• **Exercise description**
Nothing may be dropped or altered: reproduce all the data.

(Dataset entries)
*** Begin section ***

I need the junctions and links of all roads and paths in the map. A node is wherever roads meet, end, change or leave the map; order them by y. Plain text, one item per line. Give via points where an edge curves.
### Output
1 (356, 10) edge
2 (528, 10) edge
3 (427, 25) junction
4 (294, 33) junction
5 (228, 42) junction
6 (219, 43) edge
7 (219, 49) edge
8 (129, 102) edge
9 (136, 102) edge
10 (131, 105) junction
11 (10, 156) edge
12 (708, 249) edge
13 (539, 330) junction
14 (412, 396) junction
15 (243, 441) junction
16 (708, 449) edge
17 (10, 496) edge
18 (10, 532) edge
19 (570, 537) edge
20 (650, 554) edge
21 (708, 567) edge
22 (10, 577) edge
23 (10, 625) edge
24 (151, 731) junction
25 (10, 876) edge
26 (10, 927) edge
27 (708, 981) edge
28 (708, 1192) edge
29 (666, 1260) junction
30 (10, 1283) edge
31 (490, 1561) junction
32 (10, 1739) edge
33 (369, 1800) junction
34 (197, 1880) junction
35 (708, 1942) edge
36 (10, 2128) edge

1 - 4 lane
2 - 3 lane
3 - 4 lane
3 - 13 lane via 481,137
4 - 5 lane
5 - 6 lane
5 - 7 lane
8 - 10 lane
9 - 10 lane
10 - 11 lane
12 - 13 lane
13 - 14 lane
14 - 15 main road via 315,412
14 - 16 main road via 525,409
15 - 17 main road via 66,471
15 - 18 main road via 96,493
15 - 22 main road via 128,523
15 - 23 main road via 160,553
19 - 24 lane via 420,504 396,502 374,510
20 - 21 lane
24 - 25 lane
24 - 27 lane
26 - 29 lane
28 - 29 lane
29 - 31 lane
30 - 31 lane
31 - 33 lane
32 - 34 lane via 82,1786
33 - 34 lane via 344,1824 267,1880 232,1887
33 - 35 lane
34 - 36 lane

*** End section ***

• **Solution for this problem**
I need the junctions and links of all roads and paths in the map. A node is wherever roads meet, end, change or leave the map; order them by y. Plain text, one item per line. Give via points where an edge curves.
### Output
1 (356, 10) edge
2 (528, 10) edge
3 (427, 25) junction
4 (294, 33) junction
5 (228, 42) junction
6 (219, 43) edge
7 (219, 49) edge
8 (129, 102) edge
9 (136, 102) edge
10 (131, 105) junction
11 (10, 156) edge
12 (708, 249) edge
13 (539, 330) junction
14 (412, 396) junction
15 (243, 441) junction
16 (708, 449) edge
17 (10, 496) edge
18 (10, 532) edge
19 (570, 537) edge
20 (650, 554) edge
21 (708, 567) edge
22 (10, 577) edge
23 (10, 625) edge
24 (151, 731) junction
25 (10, 876) edge
26 (10, 927) edge
27 (708, 981) edge
28 (708, 1192) edge
29 (666, 1260) junction
30 (10, 1283) edge
31 (490, 1561) junction
32 (10, 1739) edge
33 (369, 1800) junction
34 (197, 1880) junction
35 (708, 1942) edge
36 (10, 2128) edge

1 - 4 lane
2 - 3 lane
3 - 4 lane
3 - 13 lane via 481,137
4 - 5 lane
5 - 6 lane
5 - 7 lane
8 - 10 lane
9 - 10 lane
10 - 11 lane
12 - 13 lane
13 - 14 lane
14 - 15 main road via 315,412
14 - 16 main road via 525,409
15 - 17 main road via 66,471
15 - 18 main road via 96,493
15 - 22 main road via 128,523
15 - 23 main road via 160,553
19 - 24 lane via 420,504 396,502 374,510
20 - 21 lane
24 - 25 lane
24 - 27 lane
26 - 29 lane
28 - 29 lane
29 - 31 lane
30 - 31 lane
31 - 33 lane
32 - 34 lane via 82,1786
33 - 34 lane via 344,1824 267,1880 232,1887
33 - 35 lane
34 - 36 lane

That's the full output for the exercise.